Rather than some hate-filled political drama this turns out to be something close to a love story in the platonic sense that is at different times both heart-warming and heart rending.
The pleasure is enhanced by a production in which all of the elements work together to create a simple but moving evening's entertainment that does not go short on laughs.
The drama is set in Paris in the 1960s and, despite British ignorance, has been performed in thirteen countries, published in twelve languages; and a film version starring Omar Sharif has won awards.
Moses - or more familiarly, Momo - is a 13 year-old Jewish boy played by the very talented Ryan Sampson. He lives unhappily with his lawyer father and is keen on escapism having just discovered that by saving FF200, he can afford a trip to the Rue du Paradis where he can meet ladies of the night.
His other discovery is the local Arab shopkeeper, Nadim Sawalha's Monsieur Ibrahim. This old man seems out of place on a street full of Jews but his brand of humanism and wisdom based loosely on the Qur'an can fit in anywhere. Soon Momo has a father figure at long last and begins to smile and enjoy life.

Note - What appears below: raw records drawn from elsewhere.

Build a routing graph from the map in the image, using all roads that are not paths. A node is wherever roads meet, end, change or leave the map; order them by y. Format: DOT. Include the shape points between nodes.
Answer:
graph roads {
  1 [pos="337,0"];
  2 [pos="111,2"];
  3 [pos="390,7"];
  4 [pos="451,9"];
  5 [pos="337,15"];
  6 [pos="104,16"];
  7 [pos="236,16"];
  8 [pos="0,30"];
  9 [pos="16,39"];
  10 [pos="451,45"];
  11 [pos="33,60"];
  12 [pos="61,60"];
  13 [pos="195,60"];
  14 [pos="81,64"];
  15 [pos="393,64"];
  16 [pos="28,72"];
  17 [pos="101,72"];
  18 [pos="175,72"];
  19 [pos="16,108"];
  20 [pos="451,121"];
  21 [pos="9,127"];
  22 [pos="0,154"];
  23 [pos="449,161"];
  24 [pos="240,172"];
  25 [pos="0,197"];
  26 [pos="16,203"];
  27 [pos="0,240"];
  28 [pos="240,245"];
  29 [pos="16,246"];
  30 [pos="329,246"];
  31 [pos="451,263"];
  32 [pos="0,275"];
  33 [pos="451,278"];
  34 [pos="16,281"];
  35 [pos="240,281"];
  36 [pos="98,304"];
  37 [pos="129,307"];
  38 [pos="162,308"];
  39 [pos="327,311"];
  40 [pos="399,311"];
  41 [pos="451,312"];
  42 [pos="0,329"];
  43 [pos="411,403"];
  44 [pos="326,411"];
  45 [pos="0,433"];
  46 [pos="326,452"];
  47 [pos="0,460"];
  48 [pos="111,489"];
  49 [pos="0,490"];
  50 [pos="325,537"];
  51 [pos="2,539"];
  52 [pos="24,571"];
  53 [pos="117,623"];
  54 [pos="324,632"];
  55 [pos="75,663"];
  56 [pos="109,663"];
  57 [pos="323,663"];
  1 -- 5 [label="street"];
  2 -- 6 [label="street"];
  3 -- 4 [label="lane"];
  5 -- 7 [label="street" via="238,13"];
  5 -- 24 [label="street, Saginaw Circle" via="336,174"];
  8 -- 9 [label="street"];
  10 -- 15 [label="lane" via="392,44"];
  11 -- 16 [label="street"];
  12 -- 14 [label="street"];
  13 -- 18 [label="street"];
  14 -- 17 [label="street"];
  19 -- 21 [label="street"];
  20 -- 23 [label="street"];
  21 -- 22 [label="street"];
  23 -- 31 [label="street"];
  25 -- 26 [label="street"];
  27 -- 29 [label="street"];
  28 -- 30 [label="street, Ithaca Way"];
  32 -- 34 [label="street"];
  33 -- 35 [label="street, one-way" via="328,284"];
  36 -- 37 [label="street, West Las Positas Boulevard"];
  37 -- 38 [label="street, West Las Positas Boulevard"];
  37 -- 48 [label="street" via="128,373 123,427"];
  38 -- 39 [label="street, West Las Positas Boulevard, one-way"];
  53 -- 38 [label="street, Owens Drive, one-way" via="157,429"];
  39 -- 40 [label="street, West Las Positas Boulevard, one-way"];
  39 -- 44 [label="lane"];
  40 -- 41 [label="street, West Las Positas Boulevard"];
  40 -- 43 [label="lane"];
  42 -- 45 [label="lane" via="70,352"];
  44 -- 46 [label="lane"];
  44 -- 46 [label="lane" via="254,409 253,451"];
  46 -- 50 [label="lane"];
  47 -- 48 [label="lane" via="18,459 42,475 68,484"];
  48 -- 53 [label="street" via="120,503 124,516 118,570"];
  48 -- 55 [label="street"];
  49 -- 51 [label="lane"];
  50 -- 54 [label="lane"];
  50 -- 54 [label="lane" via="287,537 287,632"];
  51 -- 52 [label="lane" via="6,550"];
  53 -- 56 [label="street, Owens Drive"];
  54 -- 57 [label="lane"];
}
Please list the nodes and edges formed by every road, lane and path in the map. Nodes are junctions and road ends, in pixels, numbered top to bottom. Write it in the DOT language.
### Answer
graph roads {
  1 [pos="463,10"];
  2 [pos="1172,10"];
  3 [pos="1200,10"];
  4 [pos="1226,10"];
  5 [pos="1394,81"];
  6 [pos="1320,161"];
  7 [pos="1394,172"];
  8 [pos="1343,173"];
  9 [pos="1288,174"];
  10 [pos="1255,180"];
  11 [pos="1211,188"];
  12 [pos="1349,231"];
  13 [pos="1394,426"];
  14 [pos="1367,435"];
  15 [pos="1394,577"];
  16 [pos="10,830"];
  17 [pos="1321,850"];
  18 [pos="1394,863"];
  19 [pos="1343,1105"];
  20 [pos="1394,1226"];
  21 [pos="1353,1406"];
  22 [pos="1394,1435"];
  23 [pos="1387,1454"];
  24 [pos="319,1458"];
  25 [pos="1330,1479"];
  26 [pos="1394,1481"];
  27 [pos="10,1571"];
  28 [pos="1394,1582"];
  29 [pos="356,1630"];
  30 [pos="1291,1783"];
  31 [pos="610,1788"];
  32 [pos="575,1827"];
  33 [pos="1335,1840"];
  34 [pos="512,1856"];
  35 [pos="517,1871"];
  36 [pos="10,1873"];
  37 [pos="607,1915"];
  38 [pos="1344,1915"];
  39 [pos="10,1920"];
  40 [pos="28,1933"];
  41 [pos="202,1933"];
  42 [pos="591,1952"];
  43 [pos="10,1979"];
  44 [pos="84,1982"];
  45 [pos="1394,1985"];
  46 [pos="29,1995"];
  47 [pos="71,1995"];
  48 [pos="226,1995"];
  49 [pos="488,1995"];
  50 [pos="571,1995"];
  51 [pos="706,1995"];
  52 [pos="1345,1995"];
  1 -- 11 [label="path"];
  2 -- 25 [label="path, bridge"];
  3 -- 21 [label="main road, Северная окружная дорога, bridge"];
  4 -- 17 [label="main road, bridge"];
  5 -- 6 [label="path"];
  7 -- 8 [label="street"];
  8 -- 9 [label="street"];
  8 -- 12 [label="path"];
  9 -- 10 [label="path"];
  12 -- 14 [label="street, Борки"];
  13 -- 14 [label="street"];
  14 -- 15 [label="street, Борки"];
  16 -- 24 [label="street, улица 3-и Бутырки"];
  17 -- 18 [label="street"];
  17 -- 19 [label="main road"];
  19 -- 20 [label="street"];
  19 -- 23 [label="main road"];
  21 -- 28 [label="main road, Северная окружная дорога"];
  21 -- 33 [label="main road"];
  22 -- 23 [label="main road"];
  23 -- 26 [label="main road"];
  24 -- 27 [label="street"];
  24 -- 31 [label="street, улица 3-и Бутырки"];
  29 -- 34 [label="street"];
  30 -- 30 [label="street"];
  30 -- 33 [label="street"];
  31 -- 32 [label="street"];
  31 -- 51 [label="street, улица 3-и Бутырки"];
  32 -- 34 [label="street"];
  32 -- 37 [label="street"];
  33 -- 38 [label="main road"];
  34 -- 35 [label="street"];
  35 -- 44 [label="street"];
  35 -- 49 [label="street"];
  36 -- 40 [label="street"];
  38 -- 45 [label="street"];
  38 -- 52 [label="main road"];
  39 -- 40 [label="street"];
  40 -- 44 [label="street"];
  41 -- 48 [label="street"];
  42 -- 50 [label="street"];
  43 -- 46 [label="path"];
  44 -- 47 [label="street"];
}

The contrast between his real father and the surrogate grows as the former becomes increasingly depressed, particularly after losing his job.
Like his wife a decade before, he eventually abandons his teenaged son whose only noticeable reaction is a sigh of relief.
Following his father's suicide, a long delayed reaction to his own parents' death in a wartime Concentration Camp, Momo is thrown on to the mercy of Monsieur Ibrahim and, despite a brief visit from his long lost mother, the pair decide that a legal adoption must take place.
At that point, they mutually enter their own version of paradise and the play, which lasts less than an hour and a quarter, draws to its close when they take a trip to visit the old man's birthplace in the Golden Crescent, between Anatolia and Persia.
Monsieur Ibrahim and the Flowers of the Qur'an has a real feel-good factor about it. The bond that is achieved between the boy on the verge of manhood and a veteran who helps him to get there is constantly fascinating and beautifully told.
It helps that Eric-Emmanuel Schmidt writes poetically and has been well served by his English translators, one of whom is director Patricia Benecke. One expects high quality acting from Nadim Sawalha but Ryan Sampson, who was recently in A Brief History of Helen of Troy at Soho, is outstanding.
Not only do both play their main characters effectively but they also fill in around at the edges, injecting comedy, for example, in female roles. Sawalha is suitably coquettish playing the street walkers, while Sampson competes in kind as the far more glamorous Brigitte Bardot. In both cases, they are aided by John Harris' often excellent but occasionally overly-intrusive lighting.
The atmosphere is created and retained by Soutra Gilmour's deceptively practical set which is characterised by a shop full of tin cans but has enough corners to serve the script and all of the other props carefully placed to speed the action.
For anybody who lacks a little cheer on a dark, cold winter's night, a trip to Shepherd's Bush will put a smile back on their face.